Birds of prey, such as eagles, hawks and falcons, are making a comeback in the Washington area, Koppie said. There is a pair of bald eagles in the District and another near the Wilson Bridge in Maryland. A peregrine pair is nesting on a highway bridge in the city, Koppie said, and he is certain a pair eventually will nest on the Douglass bridge.

Osprey, once declining in number largely because of DDT, began rebounding after the pesticide was banned three decades ago. They now are so common on rivers that some try to nest on people's sailboats, Koppie said.

Even if bridge construction disrupts the ospreys temporarily, he said, they will continue to make their home there.
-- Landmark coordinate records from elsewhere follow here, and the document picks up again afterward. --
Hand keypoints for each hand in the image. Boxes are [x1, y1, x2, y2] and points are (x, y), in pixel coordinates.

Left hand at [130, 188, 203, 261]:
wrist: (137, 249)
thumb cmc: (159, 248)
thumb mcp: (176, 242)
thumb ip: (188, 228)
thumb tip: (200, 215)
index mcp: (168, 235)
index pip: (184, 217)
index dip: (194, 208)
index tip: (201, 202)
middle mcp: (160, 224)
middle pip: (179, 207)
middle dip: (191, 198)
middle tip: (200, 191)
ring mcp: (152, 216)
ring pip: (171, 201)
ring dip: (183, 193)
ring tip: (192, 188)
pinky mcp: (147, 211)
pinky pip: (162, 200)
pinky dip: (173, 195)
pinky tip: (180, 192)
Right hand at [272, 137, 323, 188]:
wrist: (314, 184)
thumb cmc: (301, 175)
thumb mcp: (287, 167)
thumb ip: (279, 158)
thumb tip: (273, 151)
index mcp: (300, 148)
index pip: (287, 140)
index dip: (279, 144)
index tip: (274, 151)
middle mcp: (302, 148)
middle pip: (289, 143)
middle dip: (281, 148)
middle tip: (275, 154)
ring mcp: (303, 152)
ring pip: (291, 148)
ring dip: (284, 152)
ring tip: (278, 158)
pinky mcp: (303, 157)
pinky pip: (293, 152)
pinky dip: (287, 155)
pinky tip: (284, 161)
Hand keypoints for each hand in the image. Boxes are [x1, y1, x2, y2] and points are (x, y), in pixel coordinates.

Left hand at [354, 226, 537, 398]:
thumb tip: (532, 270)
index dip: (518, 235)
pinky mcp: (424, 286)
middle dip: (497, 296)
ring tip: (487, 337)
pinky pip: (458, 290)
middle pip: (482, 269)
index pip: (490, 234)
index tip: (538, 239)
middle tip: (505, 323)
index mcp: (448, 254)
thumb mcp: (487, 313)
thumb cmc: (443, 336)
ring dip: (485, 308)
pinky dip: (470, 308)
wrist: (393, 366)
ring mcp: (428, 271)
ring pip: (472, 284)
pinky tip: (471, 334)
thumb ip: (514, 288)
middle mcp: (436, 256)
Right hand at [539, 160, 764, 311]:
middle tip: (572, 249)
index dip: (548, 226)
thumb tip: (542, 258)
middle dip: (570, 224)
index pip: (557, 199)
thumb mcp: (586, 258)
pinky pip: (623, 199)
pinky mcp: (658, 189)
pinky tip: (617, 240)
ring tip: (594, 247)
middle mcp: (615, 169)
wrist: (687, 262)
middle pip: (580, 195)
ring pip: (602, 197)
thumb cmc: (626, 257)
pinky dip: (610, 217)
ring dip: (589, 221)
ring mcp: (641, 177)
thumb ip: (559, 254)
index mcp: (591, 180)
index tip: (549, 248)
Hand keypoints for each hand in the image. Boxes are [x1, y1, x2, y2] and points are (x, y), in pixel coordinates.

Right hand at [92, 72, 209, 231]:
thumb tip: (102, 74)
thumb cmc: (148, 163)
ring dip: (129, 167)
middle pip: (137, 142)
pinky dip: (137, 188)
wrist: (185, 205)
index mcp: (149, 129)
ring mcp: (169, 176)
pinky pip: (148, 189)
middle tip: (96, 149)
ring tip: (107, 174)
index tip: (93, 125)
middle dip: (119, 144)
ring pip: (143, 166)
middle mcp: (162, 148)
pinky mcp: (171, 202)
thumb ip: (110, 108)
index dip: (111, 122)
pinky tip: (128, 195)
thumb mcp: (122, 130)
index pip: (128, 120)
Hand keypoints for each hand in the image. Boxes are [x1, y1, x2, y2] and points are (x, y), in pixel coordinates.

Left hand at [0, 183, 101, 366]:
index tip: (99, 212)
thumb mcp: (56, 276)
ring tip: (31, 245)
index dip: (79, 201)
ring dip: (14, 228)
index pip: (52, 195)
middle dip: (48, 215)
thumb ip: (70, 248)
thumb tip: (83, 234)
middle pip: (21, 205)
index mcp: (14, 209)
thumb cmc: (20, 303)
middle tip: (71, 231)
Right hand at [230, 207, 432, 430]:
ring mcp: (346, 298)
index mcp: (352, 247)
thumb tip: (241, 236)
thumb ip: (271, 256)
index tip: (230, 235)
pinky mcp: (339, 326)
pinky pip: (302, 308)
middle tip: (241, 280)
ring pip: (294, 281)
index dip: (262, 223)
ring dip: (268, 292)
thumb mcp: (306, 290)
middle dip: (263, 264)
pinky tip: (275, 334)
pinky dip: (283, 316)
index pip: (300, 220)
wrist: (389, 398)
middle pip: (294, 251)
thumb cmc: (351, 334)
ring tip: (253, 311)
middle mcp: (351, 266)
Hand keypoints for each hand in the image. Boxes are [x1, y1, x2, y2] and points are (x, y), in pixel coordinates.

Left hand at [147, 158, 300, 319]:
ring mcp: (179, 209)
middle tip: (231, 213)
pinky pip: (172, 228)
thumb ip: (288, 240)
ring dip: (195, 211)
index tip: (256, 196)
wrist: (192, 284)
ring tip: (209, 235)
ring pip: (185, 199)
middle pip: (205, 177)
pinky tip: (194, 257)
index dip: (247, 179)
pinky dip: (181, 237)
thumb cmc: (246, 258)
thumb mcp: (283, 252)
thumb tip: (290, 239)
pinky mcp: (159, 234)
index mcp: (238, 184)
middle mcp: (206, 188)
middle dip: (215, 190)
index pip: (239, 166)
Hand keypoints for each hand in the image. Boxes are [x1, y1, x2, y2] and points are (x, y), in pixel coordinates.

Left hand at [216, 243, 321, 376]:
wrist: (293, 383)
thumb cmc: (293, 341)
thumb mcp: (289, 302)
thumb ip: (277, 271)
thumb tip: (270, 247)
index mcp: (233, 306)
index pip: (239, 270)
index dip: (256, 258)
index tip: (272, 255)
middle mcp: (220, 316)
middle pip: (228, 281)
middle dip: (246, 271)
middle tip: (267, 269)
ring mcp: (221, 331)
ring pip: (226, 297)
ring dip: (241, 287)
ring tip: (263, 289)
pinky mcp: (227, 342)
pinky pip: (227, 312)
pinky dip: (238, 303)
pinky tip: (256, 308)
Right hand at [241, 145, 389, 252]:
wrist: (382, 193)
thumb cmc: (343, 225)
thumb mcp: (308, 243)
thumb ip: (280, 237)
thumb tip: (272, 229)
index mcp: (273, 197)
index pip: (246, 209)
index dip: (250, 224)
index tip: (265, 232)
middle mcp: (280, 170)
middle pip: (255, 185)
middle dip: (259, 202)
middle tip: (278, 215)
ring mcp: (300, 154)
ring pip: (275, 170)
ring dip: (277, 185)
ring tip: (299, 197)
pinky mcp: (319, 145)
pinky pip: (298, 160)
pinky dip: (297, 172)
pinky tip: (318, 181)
The new bridge would not be as high as the existing one. To accommodate large vessels on the Anacostia River, it would have a movable span. It also would have sidewalks on both sides for pedestrians and bicyclists and a transit lane to allow light rail. Funding to begin the project is included in both House and Senate versions of a pending transportation bill, city officials said.

Planners envision the new bridge as a gateway to a revitalized Anacostia waterfront. Williams said it would be a piece of a grand project "making us one of the great waterfront cities of the world."

For her part, D.C. Council member Carol Schwartz (R-At Large) said, "Frederick Douglass -- I might add, a fine Republican -- is soon to have a fine monument."

"As far as I'm concerned," said Sen. James M. Jeffords (I-Vt.), standing behind microphones set up on a sunny riverside deck, "we need a lot more days like this."

The nestcam, at www.ecc1.org, was scheduled to be online by today. A Maryland osprey camera is at www.maryland.com/cam/ospreycam.php.